Le nom qu’on leur a donné… Résidences secondaires (suite)

Si vite passée, une vie. Comme les autres, elle ne l’avait pas cru. Entendu peut-être, mais pas assimilé. Pour bien mourir, il faut ne pas avoir de regrets. Est-ce qu’elle en a ? À part peut-être d’avoir été trop sage, quand tant d’autres autour se permettaient… Mais quoi donc, qu’aurait-elle voulu faire qu’elle n’avait pas fait ? Le tour du monde ? Bah, elle avait voyagé dans le dedans des frontières, mais à peu près partout en France. Chaque année, une nouvelle destination. Ils partaient en famille avec les deux enfants. C’était un beau moment. Le père faisait la planche des heures, les petits jouaient à sauter dans les vagues, à faire des châteaux. Dès le printemps, quatre mois avant le départ, elle s’achetait un nouveau maillot, choisi dès l’arrivage d’été du petit magasin de la grand-rue où toute la lingerie est si chère. Le tout premier, son préféré, elle s’en souvient encore, portait de grandes fleurs rouges. Un prix pareil pour si peu de tissu. Une petite folie. Surtout qu’elle ne les usait pas, vu la peur qu’elle avait gardée de l’eau. À cause de Bernard, cet oncle d’à peine dix ans de plus qu’elle. Du côté de son père qu’elle avait peu connu, c’étaient des bateliers. Bernard, pour qui elle avait le béguin à onze ans et qui pour lui apprendre à nager l’avait jetée dans la rivière. Cela n’avait pas amoindri le sentiment qu’elle lui portait, c’est l’eau qui à jamais lui était devenue menaçante. Pourtant chaque année, il lui fallait un nouveau maillot. Et elle restait allongée au soleil à regarder ses enfants et leur père passer des heures dans l’eau. Raisonnable, rangée derrière son mari, le suivant d’appartement de fonction en appartement de fonction, consciencieuse à tenir son rang, celui qu’elle avait acquis par mariage, et puis à soixante ans, comme se jeter à l’eau, elle avait dit, on la prend ! Alors qu’ils étaient bien d’accord tous les deux, qu’ils en avaient discuté, que ce ne serait pas raisonnable, cette maison beaucoup trop grande pour eux deux à la retraite, tu imagines. De sa voix douce et retenue, dans le feutré du bureau notarial aux murs lambrissés de bois sombre, au notaire qui déjà était tourné vers son mari, attendait sa réponse, elle avait dit : on la prend.

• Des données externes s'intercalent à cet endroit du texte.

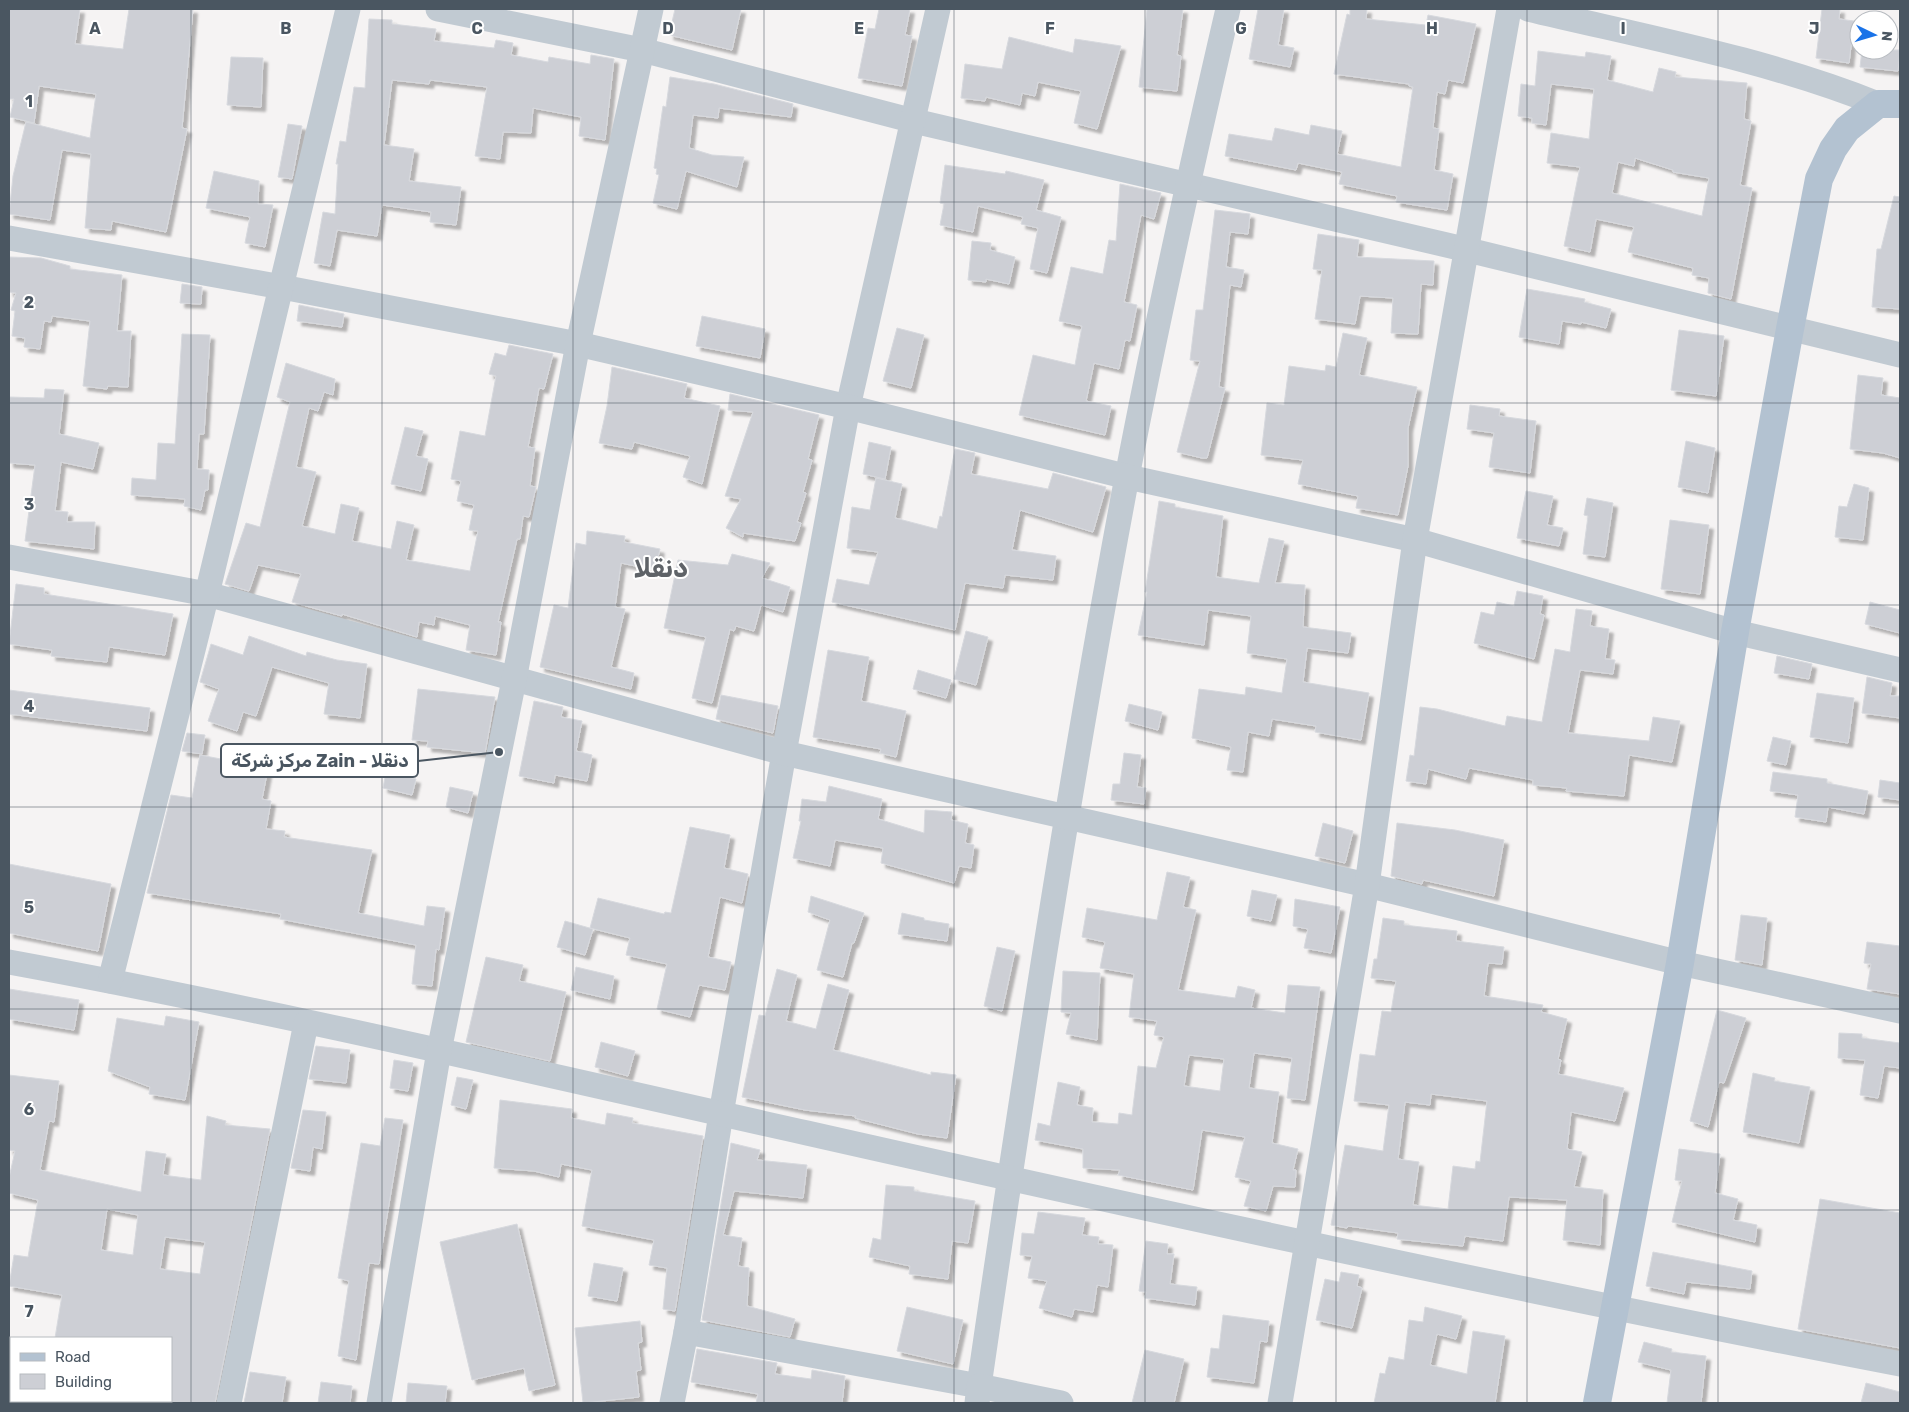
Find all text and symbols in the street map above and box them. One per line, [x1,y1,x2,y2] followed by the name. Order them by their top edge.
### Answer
[1849,10,1899,60] north arrow
[89,19,101,38] text: A
[280,19,292,38] text: B
[471,19,483,38] text: C
[662,19,674,38] text: D
[854,19,864,38] text: E
[1045,19,1055,38] text: F
[1235,19,1247,38] text: G
[1426,19,1438,38] text: H
[1620,19,1626,38] text: I
[1809,19,1819,38] text: J
[1878,30,1895,42] text: N
[25,92,33,111] text: 1
[24,293,34,312] text: 2
[24,495,34,514] text: 3
[634,553,688,584] district label: دنقلا
[24,697,35,716] text: 4
[221,744,418,777] callout: مركز شركة Zain - دنقلا
[231,750,409,772] text: مركز شركة Zain - دنقلا
[24,898,34,917] text: 5
[24,1100,34,1119] text: 6
[24,1302,34,1321] text: 7
[10,1337,172,1402] legend
[55,1348,91,1366] text: Road
[55,1373,112,1391] text: Building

Audio : écouter, plutôt que lire…

Ma petite folie – Voix de l’actrice et comédienne, Martine Pascal

Mon intention :

Pour continuer mon travail Le nom qu’on leur a donné… Résidences secondaires d’une station balnéaire de la Manche.

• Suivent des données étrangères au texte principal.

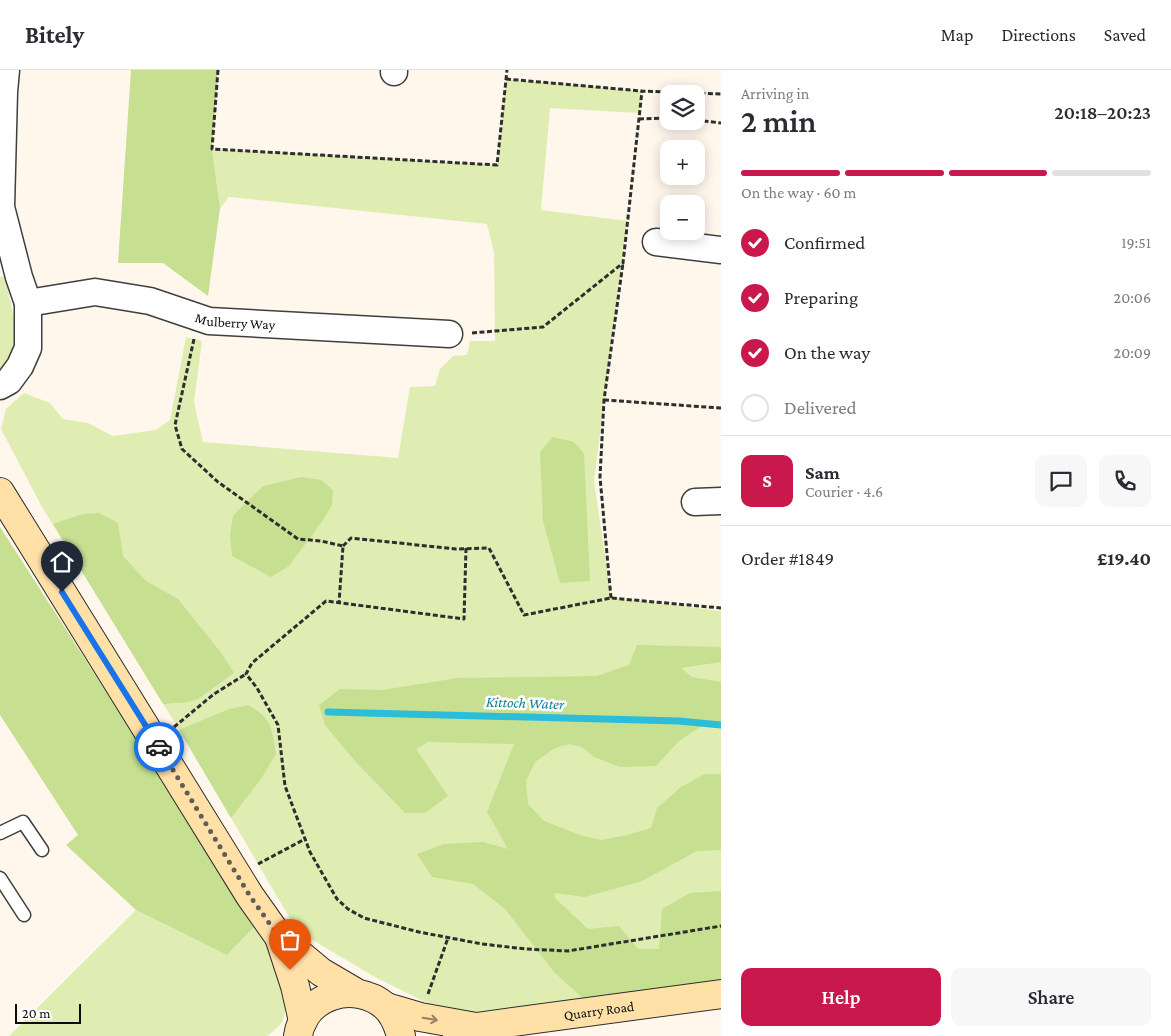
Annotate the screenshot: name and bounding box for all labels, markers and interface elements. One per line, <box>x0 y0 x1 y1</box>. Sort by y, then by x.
text: Bitely <box>25 21 84 48</box>
text: Map <box>941 25 973 45</box>
text: Directions <box>1001 25 1076 45</box>
text: Saved <box>1104 25 1146 45</box>
map controls <box>660 85 705 240</box>
button: layers <box>660 85 705 130</box>
text: Arriving in <box>741 85 809 102</box>
text: 20:18–20:23 <box>1054 102 1151 123</box>
text: 2 min <box>741 103 816 139</box>
button: + <box>660 140 705 185</box>
text: On the way · 60 m <box>741 184 856 201</box>
button: − <box>660 195 705 240</box>
icon: check <box>741 229 769 257</box>
text: Confirmed <box>784 232 865 253</box>
text: 19:51 <box>1121 234 1151 251</box>
icon: check <box>741 284 769 312</box>
text: Preparing <box>784 287 858 308</box>
text: 20:06 <box>1114 289 1151 306</box>
street label: Mulberry Way <box>193 309 276 333</box>
icon: check <box>741 339 769 367</box>
text: On the way <box>784 342 870 363</box>
text: 20:09 <box>1114 344 1151 361</box>
text: Delivered <box>784 397 857 418</box>
button: chat <box>1035 455 1087 507</box>
button: phone <box>1099 455 1151 507</box>
text: Sam <box>805 462 840 483</box>
text: S <box>762 470 772 491</box>
text: Courier · 4.6 <box>805 483 883 500</box>
pin <box>41 541 83 592</box>
icon: home <box>48 548 76 576</box>
text: Order #1849 <box>741 548 834 569</box>
text: £19.40 <box>1097 548 1151 569</box>
water label: Kittoch Water <box>486 694 565 712</box>
courier <box>134 722 184 772</box>
icon: car <box>145 733 173 761</box>
pin <box>269 919 311 970</box>
icon: bag <box>276 926 304 954</box>
button: Help <box>741 968 941 1026</box>
button: Share <box>951 968 1151 1026</box>
street label: Quarry Road <box>563 998 636 1023</box>
scale bar <box>15 1001 81 1024</box>
text: 20 m <box>22 1005 50 1021</box>
one-way arrow <box>422 1015 438 1025</box>

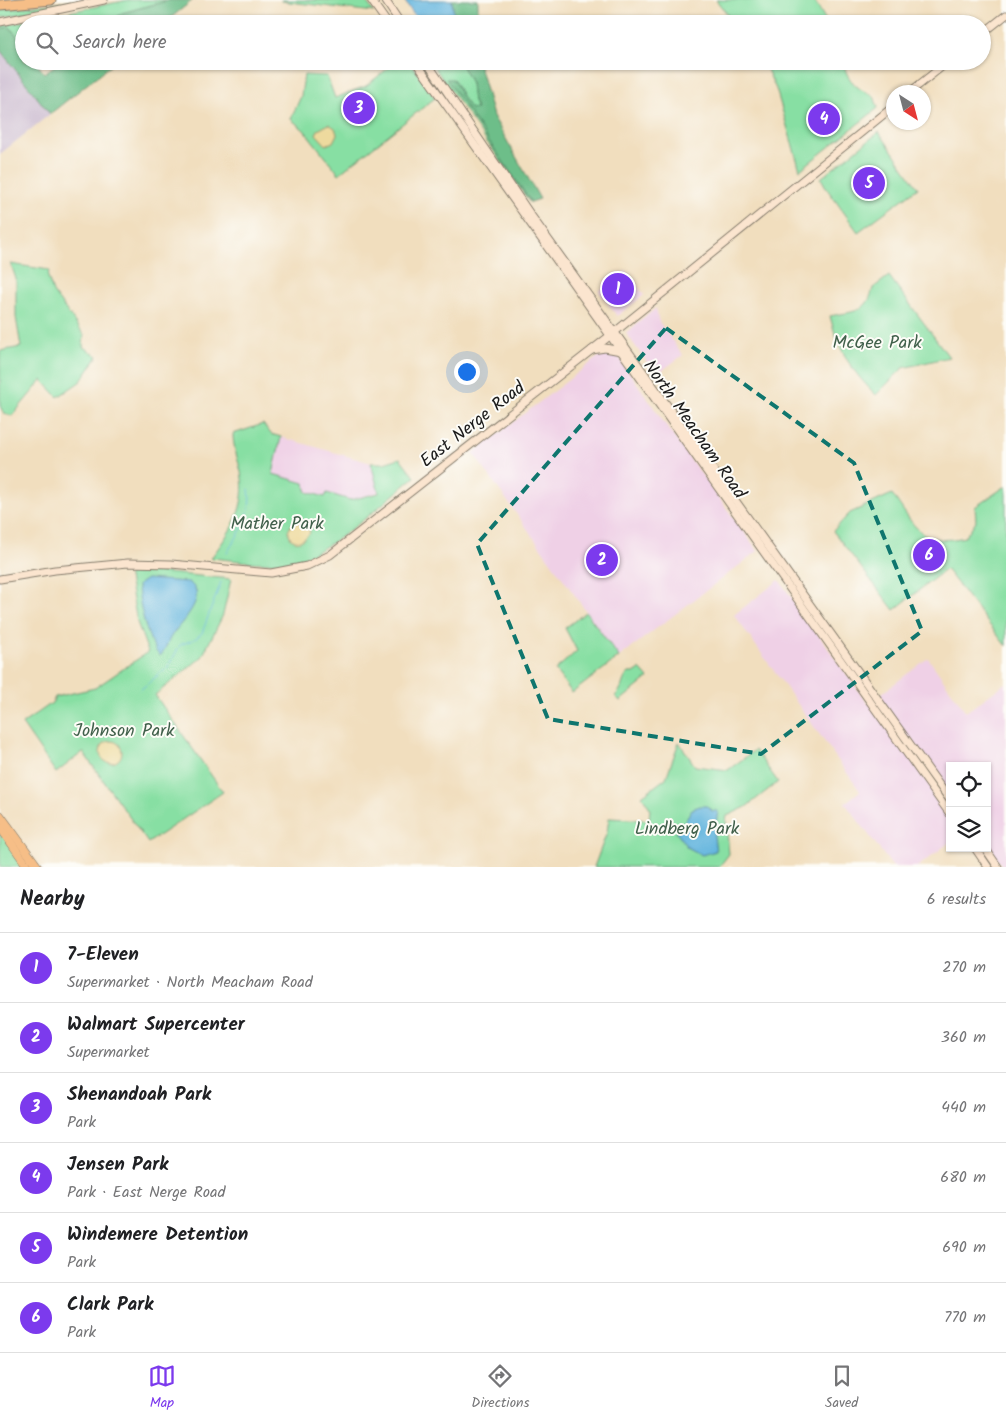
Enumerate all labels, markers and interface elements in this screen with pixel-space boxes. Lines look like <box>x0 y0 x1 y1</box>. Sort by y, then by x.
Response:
search box <box>15 15 991 70</box>
text: Search here <box>73 28 167 58</box>
icon: search <box>33 29 61 57</box>
north arrow <box>886 85 931 130</box>
pin: 3 <box>343 89 375 127</box>
pin: 4 <box>808 100 840 138</box>
pin: 5 <box>853 164 885 202</box>
pin: 1 <box>602 270 634 308</box>
park label: McGee Park <box>832 329 922 358</box>
street label: North Meacham Road <box>635 354 753 506</box>
your location <box>454 359 480 385</box>
street label: East Nerge Road <box>414 374 533 476</box>
park label: Mather Park <box>230 510 324 539</box>
pin: 6 <box>913 536 945 574</box>
pin: 2 <box>586 541 618 579</box>
park label: Johnson Park <box>73 717 175 746</box>
map controls <box>946 762 991 852</box>
button: locate <box>946 762 991 807</box>
button: layers <box>946 807 991 852</box>
park label: Lindberg Park <box>635 815 740 844</box>
text: Nearby <box>20 883 85 916</box>
text: 6 results <box>927 887 986 912</box>
text: 7-Eleven <box>67 940 139 970</box>
text: 1 <box>34 955 38 980</box>
text: 270 m <box>942 955 986 980</box>
text: Supermarket · North Meacham Road <box>67 970 313 995</box>
text: Walmart Supercenter <box>67 1010 245 1040</box>
text: 2 <box>31 1025 41 1050</box>
text: 360 m <box>941 1025 986 1050</box>
text: Supermarket <box>67 1040 150 1065</box>
text: Shenandoah Park <box>67 1080 211 1110</box>
text: 3 <box>32 1095 40 1120</box>
text: 440 m <box>941 1095 986 1120</box>
text: Park <box>67 1110 96 1135</box>
text: Jensen Park <box>67 1150 168 1180</box>
text: 4 <box>32 1165 40 1190</box>
text: 680 m <box>940 1165 986 1190</box>
text: Park · East Nerge Road <box>67 1180 226 1205</box>
text: Windemere Detention <box>67 1220 248 1250</box>
text: 5 <box>32 1235 40 1260</box>
text: 690 m <box>942 1235 986 1260</box>
text: Park <box>67 1250 96 1275</box>
text: Clark Park <box>67 1290 153 1320</box>
text: 6 <box>32 1305 40 1330</box>
text: 770 m <box>944 1305 986 1330</box>
text: Park <box>67 1320 96 1345</box>
tab: Map <box>148 1362 176 1414</box>
tab: Directions <box>471 1362 529 1414</box>
tab: Saved <box>825 1362 858 1414</box>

Une photo par jour, c’était sur ma page La vie en face ne vous déplaise | Facebook. J’avais volontairement laissé hors champ la villa. Parce que, avais-je écrit, « à regarder seulement la photo du nom de baptême, c’était comme regarder par le trou de la serrure et depuis ne rien voir, inventer, on pouvait ». C’est donc ce que je fais ici : pour chaque nom un bout de leur histoire dévoilé.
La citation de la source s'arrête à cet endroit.